> Collected material
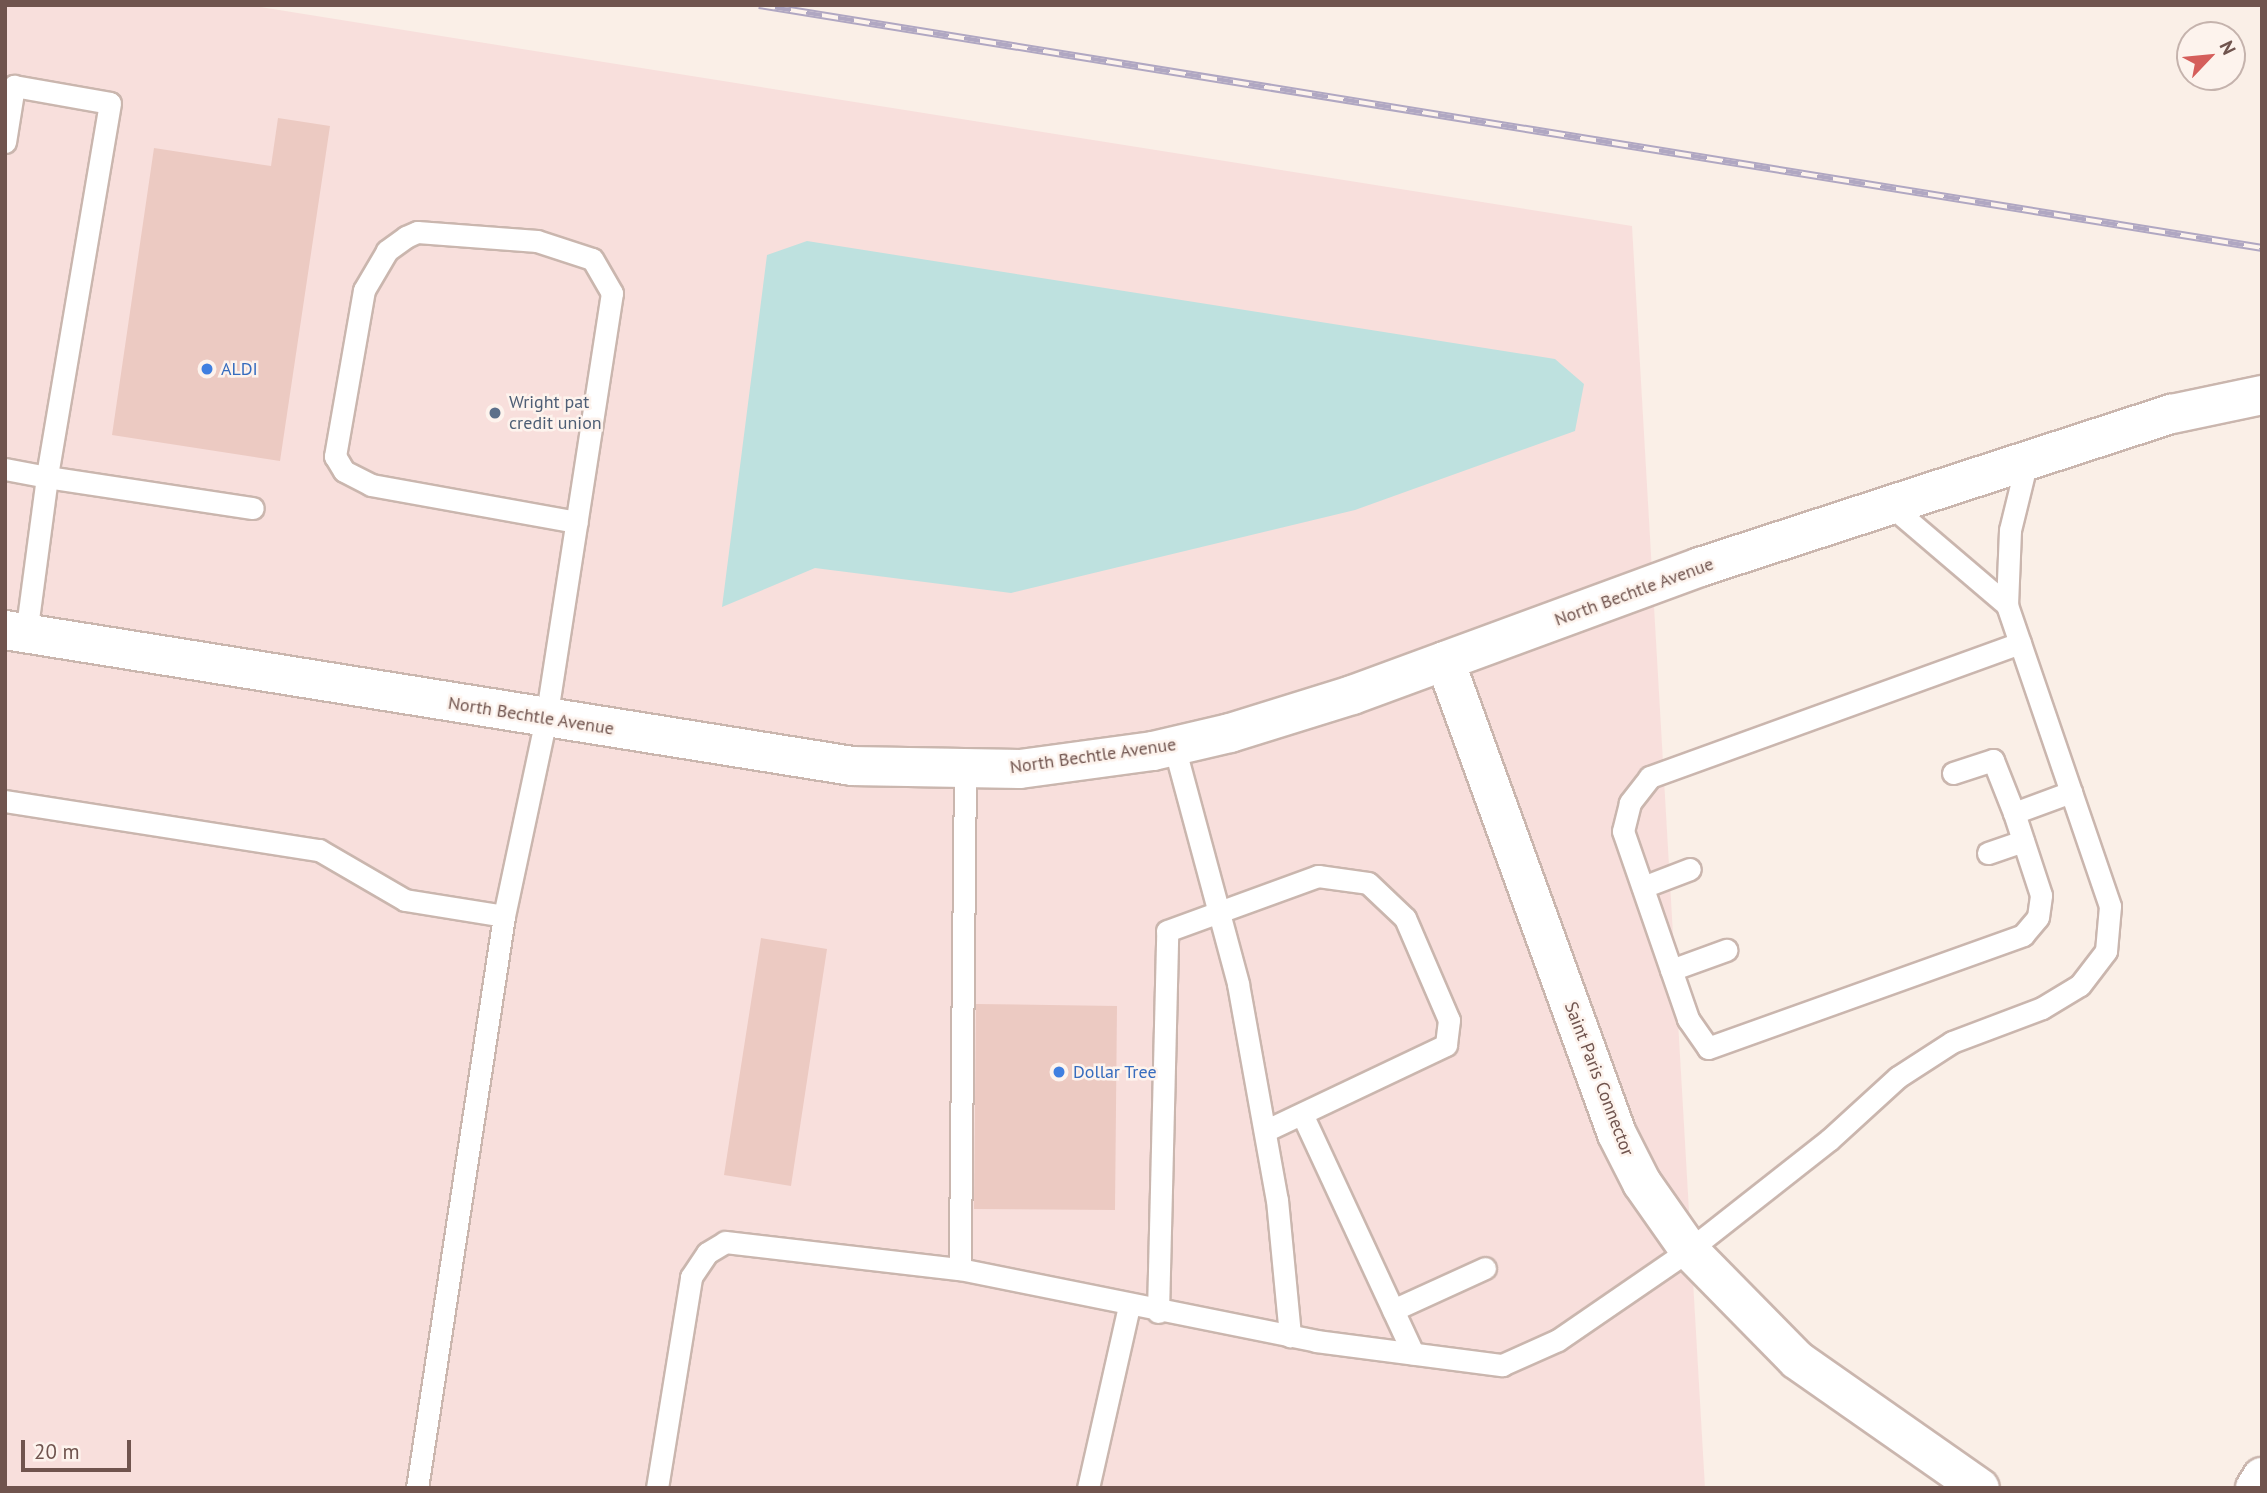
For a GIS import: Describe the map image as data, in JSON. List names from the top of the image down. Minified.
{"streets":{"street":["North Bechtle Avenue","Saint Paris Connector"]},"crossings":[["North Bechtle Avenue","Saint Paris Connector"]],"places":["ALDI","Wright pat credit union","Dollar Tree"],"scale_bar":"20 m","north":"top right"}
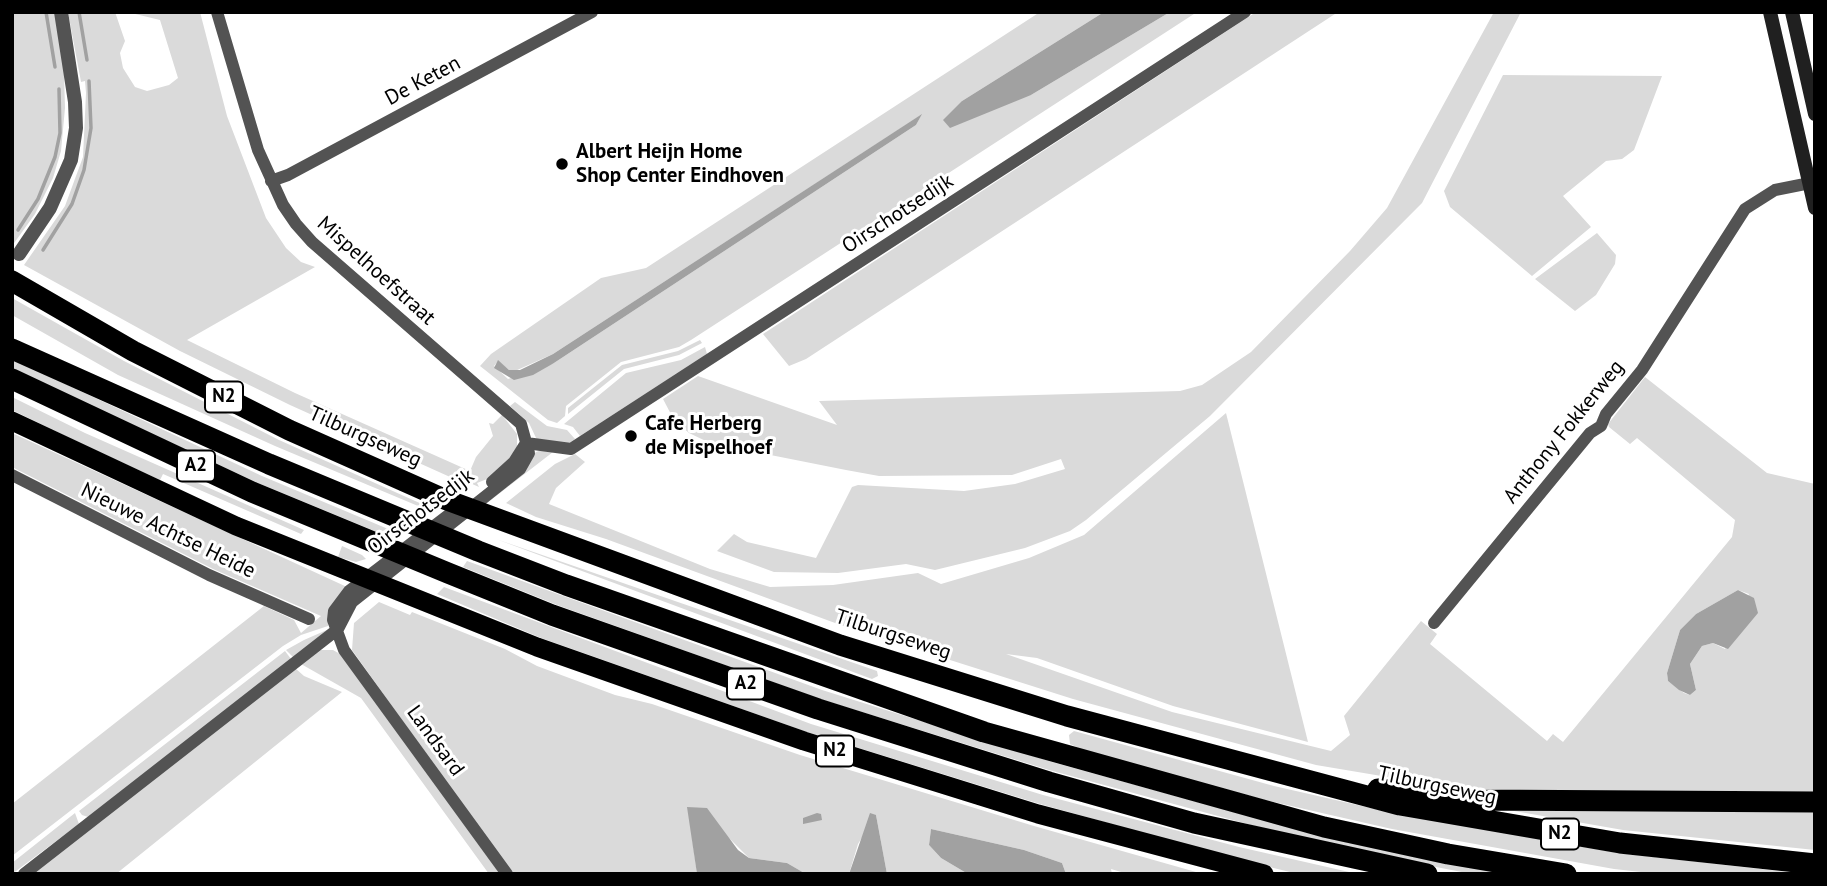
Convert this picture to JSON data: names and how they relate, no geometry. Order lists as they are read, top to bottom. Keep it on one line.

> Problem to work on
Copy all the data exactly as written, but skip any picture.

> Solution
For a GIS import: Describe the map image as data, in JSON. List names from the top of the image down. Minified.
{"streets":{"street":["North Bechtle Avenue","Saint Paris Connector"]},"crossings":[["North Bechtle Avenue","Saint Paris Connector"]],"places":["ALDI","Wright pat credit union","Dollar Tree"],"scale_bar":"20 m","north":"top right"}
Convert this picture to JSON data: names and how they relate, no geometry. Order lists as they are read, top to bottom. Keep it on one line.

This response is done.